(Data entries)
BEGIN

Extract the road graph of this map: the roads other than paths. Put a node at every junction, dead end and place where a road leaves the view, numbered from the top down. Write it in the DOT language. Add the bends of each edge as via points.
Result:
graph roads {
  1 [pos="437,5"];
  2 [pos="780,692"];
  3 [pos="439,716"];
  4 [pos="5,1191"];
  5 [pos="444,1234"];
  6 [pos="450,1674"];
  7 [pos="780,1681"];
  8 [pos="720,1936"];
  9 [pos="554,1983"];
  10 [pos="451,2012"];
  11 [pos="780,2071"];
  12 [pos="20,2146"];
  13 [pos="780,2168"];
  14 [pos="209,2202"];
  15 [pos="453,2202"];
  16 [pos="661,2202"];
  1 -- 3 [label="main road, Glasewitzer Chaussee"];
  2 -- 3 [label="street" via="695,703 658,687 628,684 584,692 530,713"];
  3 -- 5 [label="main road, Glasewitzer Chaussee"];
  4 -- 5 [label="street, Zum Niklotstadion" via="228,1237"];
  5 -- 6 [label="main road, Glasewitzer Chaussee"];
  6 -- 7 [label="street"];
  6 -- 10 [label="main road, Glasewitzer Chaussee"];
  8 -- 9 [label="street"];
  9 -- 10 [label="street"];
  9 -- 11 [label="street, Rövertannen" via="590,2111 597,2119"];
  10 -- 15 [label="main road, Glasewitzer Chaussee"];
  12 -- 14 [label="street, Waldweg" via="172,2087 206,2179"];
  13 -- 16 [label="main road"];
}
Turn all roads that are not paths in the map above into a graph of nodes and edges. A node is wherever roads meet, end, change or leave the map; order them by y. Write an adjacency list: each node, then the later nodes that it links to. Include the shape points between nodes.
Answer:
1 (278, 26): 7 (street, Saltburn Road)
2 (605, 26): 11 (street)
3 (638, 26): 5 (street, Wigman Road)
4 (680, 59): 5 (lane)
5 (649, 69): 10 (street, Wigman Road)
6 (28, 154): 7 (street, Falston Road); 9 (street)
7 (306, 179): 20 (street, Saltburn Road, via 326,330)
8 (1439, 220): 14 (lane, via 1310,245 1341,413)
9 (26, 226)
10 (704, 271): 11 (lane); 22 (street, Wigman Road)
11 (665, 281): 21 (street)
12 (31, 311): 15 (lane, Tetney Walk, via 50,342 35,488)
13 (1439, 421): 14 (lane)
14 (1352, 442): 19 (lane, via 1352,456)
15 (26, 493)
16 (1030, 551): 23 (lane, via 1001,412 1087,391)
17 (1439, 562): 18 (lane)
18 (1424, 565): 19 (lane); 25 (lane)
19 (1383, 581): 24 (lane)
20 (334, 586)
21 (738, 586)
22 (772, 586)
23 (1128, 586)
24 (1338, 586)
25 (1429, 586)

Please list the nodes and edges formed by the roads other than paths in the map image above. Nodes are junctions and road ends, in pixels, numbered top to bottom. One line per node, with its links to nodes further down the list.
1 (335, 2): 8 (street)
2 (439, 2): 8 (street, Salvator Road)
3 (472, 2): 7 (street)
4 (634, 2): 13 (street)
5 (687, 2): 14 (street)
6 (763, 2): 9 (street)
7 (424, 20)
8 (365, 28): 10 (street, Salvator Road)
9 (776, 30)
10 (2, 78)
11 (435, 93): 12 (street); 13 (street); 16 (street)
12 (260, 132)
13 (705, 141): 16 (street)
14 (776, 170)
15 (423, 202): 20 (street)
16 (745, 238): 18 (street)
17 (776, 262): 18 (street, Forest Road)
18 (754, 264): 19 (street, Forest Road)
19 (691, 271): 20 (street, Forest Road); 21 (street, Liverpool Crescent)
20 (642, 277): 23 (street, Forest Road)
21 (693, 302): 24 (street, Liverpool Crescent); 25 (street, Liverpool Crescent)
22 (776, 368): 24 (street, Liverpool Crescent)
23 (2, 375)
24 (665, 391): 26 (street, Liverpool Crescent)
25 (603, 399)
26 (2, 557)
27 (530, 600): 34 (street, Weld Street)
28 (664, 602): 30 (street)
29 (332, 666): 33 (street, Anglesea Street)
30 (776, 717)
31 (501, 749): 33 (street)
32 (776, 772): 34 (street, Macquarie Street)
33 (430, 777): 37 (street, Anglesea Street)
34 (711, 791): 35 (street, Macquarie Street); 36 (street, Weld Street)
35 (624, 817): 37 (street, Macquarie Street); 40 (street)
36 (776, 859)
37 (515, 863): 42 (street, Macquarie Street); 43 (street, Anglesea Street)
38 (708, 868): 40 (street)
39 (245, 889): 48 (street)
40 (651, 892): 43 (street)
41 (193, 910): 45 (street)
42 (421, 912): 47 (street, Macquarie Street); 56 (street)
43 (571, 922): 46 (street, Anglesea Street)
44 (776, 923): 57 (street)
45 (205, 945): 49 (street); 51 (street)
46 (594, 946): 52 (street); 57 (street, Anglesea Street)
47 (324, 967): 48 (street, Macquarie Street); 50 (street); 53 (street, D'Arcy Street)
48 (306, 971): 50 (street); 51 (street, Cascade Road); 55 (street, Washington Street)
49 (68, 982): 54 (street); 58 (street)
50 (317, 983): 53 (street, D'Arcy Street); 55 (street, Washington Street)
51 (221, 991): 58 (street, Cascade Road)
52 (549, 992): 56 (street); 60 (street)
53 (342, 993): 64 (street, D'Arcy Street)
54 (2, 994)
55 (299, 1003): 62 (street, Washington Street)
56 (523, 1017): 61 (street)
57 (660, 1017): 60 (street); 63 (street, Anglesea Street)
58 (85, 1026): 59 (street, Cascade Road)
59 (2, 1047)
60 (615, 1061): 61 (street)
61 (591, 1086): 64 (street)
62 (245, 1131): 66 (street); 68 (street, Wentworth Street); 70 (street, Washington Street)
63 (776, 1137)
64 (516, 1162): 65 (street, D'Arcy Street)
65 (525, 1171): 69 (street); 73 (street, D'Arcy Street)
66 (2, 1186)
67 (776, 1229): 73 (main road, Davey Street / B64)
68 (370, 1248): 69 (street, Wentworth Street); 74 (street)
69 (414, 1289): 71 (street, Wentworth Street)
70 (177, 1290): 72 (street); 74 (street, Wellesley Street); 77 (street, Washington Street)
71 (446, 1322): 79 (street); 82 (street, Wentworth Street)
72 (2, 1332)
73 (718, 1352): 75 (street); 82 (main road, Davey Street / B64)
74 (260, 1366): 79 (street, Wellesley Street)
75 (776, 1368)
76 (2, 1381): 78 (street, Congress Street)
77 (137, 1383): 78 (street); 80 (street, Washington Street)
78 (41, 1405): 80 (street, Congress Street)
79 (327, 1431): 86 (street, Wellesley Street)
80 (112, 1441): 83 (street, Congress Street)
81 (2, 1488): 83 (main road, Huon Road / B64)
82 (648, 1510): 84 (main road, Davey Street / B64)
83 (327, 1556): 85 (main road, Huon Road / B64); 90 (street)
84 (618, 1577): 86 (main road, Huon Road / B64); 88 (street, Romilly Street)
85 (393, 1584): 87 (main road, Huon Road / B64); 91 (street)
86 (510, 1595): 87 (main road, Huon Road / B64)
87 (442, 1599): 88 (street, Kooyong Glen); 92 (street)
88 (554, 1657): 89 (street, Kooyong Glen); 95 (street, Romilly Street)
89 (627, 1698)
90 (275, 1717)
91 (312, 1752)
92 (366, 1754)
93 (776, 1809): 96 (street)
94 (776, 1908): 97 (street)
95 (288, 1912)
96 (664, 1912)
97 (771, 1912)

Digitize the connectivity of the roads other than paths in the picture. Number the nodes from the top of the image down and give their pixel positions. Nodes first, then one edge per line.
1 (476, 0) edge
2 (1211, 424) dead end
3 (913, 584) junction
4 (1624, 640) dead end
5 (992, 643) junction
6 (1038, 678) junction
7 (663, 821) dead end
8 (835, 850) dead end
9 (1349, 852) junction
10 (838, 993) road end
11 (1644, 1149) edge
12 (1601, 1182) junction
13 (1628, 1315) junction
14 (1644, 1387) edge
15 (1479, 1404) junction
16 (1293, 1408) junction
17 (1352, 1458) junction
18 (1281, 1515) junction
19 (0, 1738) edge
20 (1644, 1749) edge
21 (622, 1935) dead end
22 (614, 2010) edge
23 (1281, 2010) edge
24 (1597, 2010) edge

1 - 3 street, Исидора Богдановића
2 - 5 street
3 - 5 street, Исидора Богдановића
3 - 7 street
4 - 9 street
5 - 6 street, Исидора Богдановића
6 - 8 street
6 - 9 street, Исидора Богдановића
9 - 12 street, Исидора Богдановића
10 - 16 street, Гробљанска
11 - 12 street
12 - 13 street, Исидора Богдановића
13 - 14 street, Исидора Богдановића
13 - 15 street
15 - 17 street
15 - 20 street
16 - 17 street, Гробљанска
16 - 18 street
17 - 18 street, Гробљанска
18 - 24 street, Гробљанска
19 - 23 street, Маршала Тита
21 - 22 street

END

If a line in the records above includes the string "Davey", copy it.

**Result for this task**
67 (776, 1229): 73 (main road, Davey Street / B64)
73 (718, 1352): 75 (street); 82 (main road, Davey Street / B64)
82 (648, 1510): 84 (main road, Davey Street / B64)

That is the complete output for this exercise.